Saved entries:
____________

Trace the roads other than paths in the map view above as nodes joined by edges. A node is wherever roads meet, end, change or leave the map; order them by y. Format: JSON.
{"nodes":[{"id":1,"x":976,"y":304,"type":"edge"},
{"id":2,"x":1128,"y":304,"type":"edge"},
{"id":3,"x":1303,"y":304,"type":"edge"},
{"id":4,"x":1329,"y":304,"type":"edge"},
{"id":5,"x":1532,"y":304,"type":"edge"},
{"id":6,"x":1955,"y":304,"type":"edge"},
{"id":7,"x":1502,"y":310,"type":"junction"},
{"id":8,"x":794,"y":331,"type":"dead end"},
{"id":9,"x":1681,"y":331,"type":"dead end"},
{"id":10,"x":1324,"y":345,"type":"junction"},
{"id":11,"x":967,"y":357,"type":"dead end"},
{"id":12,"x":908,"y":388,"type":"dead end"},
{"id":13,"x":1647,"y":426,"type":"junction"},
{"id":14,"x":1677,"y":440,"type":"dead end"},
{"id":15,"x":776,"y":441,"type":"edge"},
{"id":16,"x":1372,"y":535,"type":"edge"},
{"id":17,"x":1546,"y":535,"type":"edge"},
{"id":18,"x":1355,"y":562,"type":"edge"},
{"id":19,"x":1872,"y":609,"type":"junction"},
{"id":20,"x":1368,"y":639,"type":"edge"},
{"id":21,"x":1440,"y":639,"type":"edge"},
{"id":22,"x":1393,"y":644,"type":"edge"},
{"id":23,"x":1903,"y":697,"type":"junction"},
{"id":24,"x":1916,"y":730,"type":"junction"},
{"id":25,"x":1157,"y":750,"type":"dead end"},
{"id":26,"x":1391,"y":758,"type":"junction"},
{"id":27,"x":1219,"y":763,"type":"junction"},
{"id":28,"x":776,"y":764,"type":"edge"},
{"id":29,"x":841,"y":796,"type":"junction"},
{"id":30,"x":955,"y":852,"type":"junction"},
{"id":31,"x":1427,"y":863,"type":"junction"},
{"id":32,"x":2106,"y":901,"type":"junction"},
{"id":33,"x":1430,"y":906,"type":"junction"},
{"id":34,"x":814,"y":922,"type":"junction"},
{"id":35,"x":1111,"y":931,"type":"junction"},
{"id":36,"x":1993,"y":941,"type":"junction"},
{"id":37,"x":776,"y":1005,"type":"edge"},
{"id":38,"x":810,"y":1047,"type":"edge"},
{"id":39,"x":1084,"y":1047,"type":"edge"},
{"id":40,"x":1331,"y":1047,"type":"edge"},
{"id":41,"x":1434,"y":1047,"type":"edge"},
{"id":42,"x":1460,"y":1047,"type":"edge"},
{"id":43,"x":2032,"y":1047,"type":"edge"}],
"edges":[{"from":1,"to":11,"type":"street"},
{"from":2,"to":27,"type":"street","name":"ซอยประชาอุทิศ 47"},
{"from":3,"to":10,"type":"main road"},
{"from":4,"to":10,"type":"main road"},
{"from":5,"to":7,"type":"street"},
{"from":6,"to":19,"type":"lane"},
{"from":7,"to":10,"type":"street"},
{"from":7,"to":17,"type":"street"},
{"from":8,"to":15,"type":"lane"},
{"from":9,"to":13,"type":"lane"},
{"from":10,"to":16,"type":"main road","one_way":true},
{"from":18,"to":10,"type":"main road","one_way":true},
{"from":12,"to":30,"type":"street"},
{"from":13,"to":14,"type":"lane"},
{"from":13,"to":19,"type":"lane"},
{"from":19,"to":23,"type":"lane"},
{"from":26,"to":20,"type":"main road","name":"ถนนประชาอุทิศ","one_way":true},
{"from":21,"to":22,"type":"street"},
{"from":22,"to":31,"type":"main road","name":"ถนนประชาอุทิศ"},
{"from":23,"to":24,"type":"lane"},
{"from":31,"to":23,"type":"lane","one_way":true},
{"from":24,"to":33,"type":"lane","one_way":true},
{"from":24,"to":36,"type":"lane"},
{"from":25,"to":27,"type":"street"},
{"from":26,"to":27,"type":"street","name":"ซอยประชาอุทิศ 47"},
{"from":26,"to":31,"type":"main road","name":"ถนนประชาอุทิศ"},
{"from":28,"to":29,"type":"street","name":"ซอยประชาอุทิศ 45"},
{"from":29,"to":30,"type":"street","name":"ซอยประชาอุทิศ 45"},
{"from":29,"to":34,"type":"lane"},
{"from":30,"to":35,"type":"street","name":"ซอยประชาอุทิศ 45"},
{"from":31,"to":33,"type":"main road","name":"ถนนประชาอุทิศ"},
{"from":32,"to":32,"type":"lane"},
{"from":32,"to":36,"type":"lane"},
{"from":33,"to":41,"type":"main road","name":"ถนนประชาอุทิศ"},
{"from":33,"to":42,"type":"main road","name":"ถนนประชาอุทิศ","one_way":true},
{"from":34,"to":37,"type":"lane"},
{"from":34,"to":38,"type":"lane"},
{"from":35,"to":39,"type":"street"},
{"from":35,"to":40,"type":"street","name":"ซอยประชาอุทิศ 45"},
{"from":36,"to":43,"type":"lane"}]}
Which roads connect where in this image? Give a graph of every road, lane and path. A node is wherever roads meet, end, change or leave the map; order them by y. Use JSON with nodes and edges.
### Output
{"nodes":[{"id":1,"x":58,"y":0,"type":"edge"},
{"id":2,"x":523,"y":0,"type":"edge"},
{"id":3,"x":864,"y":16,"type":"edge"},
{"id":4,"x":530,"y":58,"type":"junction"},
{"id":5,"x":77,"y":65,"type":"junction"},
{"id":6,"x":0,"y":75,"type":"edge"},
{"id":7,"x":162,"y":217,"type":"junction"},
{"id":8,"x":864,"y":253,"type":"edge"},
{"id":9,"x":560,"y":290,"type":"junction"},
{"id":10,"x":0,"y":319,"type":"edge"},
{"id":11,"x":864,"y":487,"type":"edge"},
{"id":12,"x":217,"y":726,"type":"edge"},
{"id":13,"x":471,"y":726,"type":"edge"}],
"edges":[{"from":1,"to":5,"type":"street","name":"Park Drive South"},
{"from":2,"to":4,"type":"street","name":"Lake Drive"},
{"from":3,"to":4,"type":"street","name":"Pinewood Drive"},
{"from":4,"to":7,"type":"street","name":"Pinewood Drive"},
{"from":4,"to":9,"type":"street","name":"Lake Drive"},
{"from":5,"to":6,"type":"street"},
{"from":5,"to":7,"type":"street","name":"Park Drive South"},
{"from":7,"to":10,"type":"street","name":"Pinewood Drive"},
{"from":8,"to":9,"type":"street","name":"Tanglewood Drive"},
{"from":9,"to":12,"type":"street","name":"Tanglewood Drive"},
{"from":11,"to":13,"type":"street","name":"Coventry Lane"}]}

____________

In how many lines of the records does the word "change" appear? Reply with the number only.

● TASK RESULT: 2